Safety first for activities on ice

Now that winter has finally arrived in northwest Colorado, residents are participating in the usual cold-weather activities, including those that require ice. At the Circle Park Pond in Meeker, freezing temperatures mean new opportunities for ice skating, hockey and fishing.

However, winter time pond usage also means increased concern over potential safety risks. ERBM Recreation & Park District has officially taken a hands-off approach to monitoring usage of the pond both during the winter and summer seasons. Since there is no lifeguard on duty at the pond, residents are advised to use the pond with caution. In the winter, this primarily means ice safety awareness.

Colorado Parks and Wildlife has developed a basic guide for staying safe while spending time on the ice at one of the state’s many lakes and ponds. It includes tips for avoiding an emergency incident, along with what to do if you or someone with you does fall through the ice. 

General tips for avoiding an incident include educating yourself on ice conditions, staying off of thin ice, never going on ice alone, carrying personal safety items like ice picks, ropes, and floatation devices, and not attempting improper rescues that could make the situation worse.

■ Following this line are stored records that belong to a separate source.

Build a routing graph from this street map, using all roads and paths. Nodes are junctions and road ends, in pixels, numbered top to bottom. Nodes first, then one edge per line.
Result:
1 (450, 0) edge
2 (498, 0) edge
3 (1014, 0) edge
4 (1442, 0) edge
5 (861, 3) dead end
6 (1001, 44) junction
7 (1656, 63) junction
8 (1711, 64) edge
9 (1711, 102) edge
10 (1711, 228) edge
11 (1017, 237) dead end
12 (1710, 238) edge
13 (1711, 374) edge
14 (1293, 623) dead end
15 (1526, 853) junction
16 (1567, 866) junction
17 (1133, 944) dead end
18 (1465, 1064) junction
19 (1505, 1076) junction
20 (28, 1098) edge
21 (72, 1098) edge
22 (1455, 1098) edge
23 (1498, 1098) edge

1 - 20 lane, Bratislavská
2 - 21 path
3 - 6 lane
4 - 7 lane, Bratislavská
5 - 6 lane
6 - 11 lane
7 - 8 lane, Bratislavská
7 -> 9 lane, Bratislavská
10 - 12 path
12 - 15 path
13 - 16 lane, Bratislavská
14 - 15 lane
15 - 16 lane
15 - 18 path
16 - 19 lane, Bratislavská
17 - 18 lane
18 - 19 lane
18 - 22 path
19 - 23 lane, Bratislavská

If you do fall through ice, CPW recommends staying calm to preserve energy, making slow deliberate actions, not trying to swim, and many others, which you can find at https://www.theheraldtimes.com/ice-fishing-guidelines-for-anglers/rio-blanco-county/

ICE THICKNESS  SAFETY GUIDELINES

•••

2 inches or less – STAY OFF 

​4 inches of good ice for a walking individual 

6 inches of good ice for a snowmobile or ATV 

8-12 inches of good ice for a car or small pickup 

12-15 inches of good ice for a medium pickup truck

•••

What is considered ‘good’ ice?

• Look for clear blue, newer ice. 

• Steer clear of ice around  partially submerged objects (trees, structures, etc.) 

• Be especially careful on ice covered with snow and avoid cracks, pressure ridges, slushy or dark areas of ice.

• Remember, you take a risk any time you go onto ice, so always be prepared to handle an emergency if necessary.